Mr Buratai paid an unscheduled visit to the war front on July 21 for a first-hand assessment of troops’ conditions after Boko Haram overran a forward operating base in Yobe and ambushed a detachment in Bama Local Government Area, Borno between July 13 and 14.
A Stubborn Scourge
This week’s attacks, although lesser in both scope and severity compared to last week’s, underscored the ability of terrorists to exploit open vulnerabilities in military operations for maximum damage, a technique largely underrated by both the military and the Buhari administration, said political and security analyst Sola Olubanjo.
“Boko Haram has proven over and again its ability to launch surprise attacks whenever the government concludes the terrorists can no longer carry out attacks,” Mr Olubanjo said. “The military and President Muhammadu Buhari with his aides have been claiming that only soft targets are being killed by Boko Haram, Nigerians can now judge how true that is with near-daily attacks on military bases and detachments.”
The Boko Haram insurgency has claimed over 100,000 lives since it began in 2009. Former President Goodluck Jonathan, under whose administration the sect’s operation expanded, employed multiple strategies to deal with the menace, including establishing a new Army division in Maiduguri.
Mr Buhari also moved the headquarters of counter-terrorism efforts to the North-east shortly after assuming office, an approach some security analysts said helped curb the insurgency.
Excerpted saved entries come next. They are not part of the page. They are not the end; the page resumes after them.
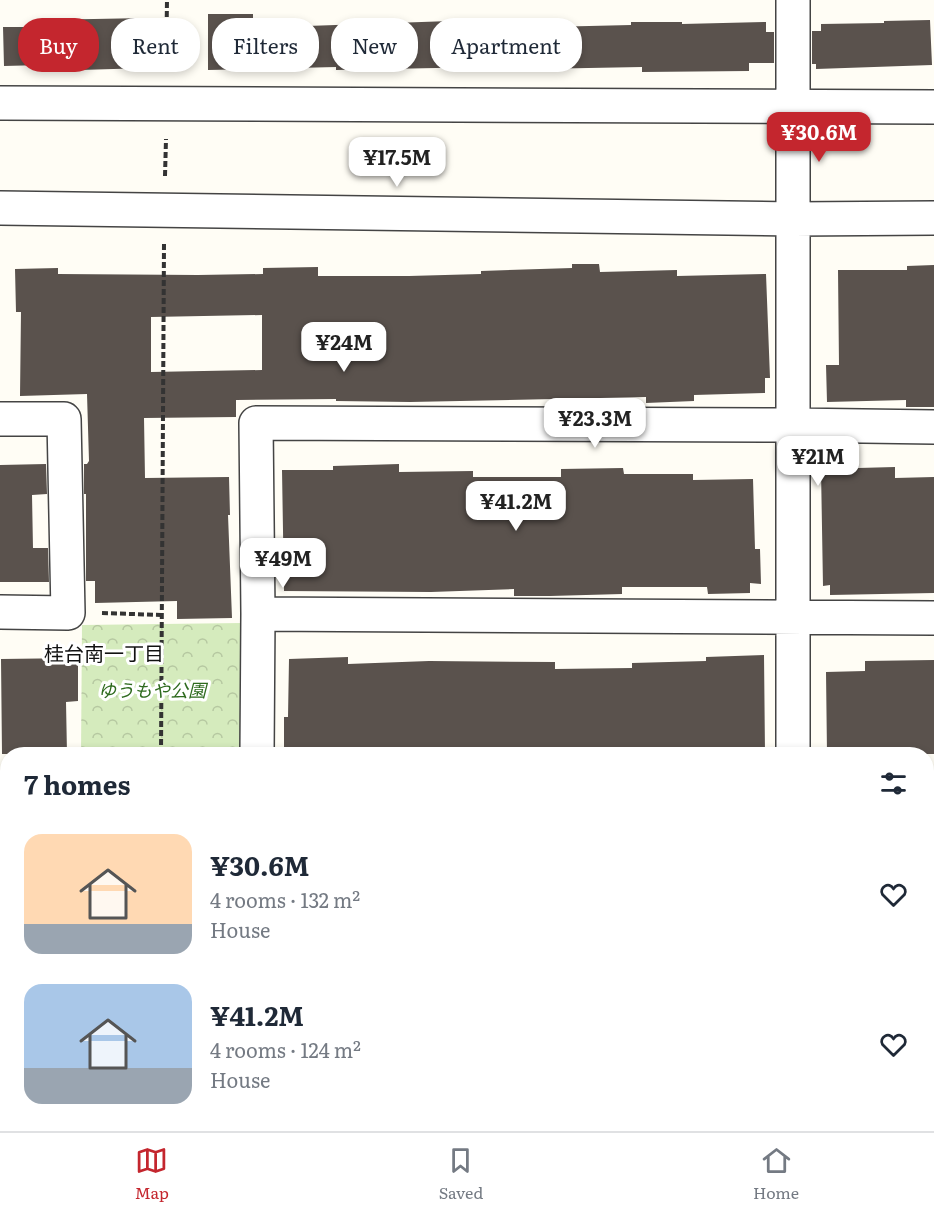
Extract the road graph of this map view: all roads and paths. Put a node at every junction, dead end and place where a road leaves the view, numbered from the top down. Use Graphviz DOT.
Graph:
graph roads {
  1 [pos="166,0"];
  2 [pos="793,0"];
  3 [pos="0,104"];
  4 [pos="166,105"];
  5 [pos="793,107"];
  6 [pos="934,107"];
  7 [pos="0,208"];
  8 [pos="165,209"];
  9 [pos="934,218"];
  10 [pos="794,219"];
  11 [pos="0,419"];
  12 [pos="792,424"];
  13 [pos="934,427"];
  14 [pos="0,612"];
  15 [pos="68,613"];
  16 [pos="258,614"];
  17 [pos="161,615"];
  18 [pos="793,616"];
  19 [pos="934,618"];
  20 [pos="161,747"];
  21 [pos="257,747"];
  22 [pos="793,747"];
  1 -- 4 [label="path"];
  2 -- 5 [label="street"];
  3 -- 4 [label="street"];
  4 -- 5 [label="street"];
  4 -- 8 [label="path"];
  5 -- 6 [label="street"];
  5 -- 10 [label="street"];
  7 -- 8 [label="street"];
  8 -- 10 [label="street"];
  8 -- 17 [label="path"];
  9 -- 10 [label="street"];
  10 -- 12 [label="street"];
  11 -- 15 [label="street"];
  12 -- 13 [label="street"];
  12 -- 16 [label="street"];
  12 -- 18 [label="street"];
  14 -- 15 [label="street"];
  15 -- 17 [label="path"];
  16 -- 18 [label="street"];
  16 -- 21 [label="street"];
  17 -- 20 [label="path"];
  18 -- 19 [label="street"];
  18 -- 22 [label="street"];
}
The Sambisa forest, now infamous for serving as a major base for Boko Haram, was also largely cleared in the first two years of Mr Buhari in office.
But not many were impressed in the president’s repeated claims that Boko Haram had all but been defeated, despite the fact that attacks had never ceased for a long stretch.
The claim is often echoed amongst top administration officials, as well as top security chief like Mr Buratai.
A military source hinted to PREMIUM TIMES Friday night that the military deliberately pushes out muddled and insufficient information to prevent wider scrutiny of the public.
“This is the new trend: to always release “official report” before the media gets the gist,” the source said, indicating that the complaints over a lack of transparency in military operations against Boko Haram may likely continue for the foreseeable future.
Army spokesperson Texas Chukwu declined comments about the military death toll obtained by PREMIUM TIMES. John Agim, Defence Headquarters spokesperson, said he was not aware of the casualties.
“I am hearing this for the first time,” Mr Agim, a brigadier general, said in a message to PREMIUM TIMES Friday night, before adding that the enquiries should be directed to Mr Chukwu.
In recent weeks, the military has released statements about attacks that seemed to significantly obscure what transpired in the battlefront.
For instance, when soldiers were attacked in Borno and Yobe on July 13 and 14, the military only released a statement acknowledging that attack took place in Borno. But Mr Chukwu, a brigadier-general who released the statement, was silent on the reports that dozens of troops went missing after Boko Haram stormed a base in Yobe.
A mass burial was later conducted for the departed soldiers from last week. It was not immediately clear when those killed this week would be buried, or whether their families have been notified of the fate of their loved ones. The military often complains of communication issues in reaching families for tragic news.
“Clearly, what they are now doing is to quickly give out half of the information, at most, so the public can then move on with the assumption that that was all that happened,” Mr Olubanjo said. “The media should continue to hold the military to account about the plight of thousands of brave citizens who are sacrificing their comfort and now frequently their lives fighting an insurgency they did not create.”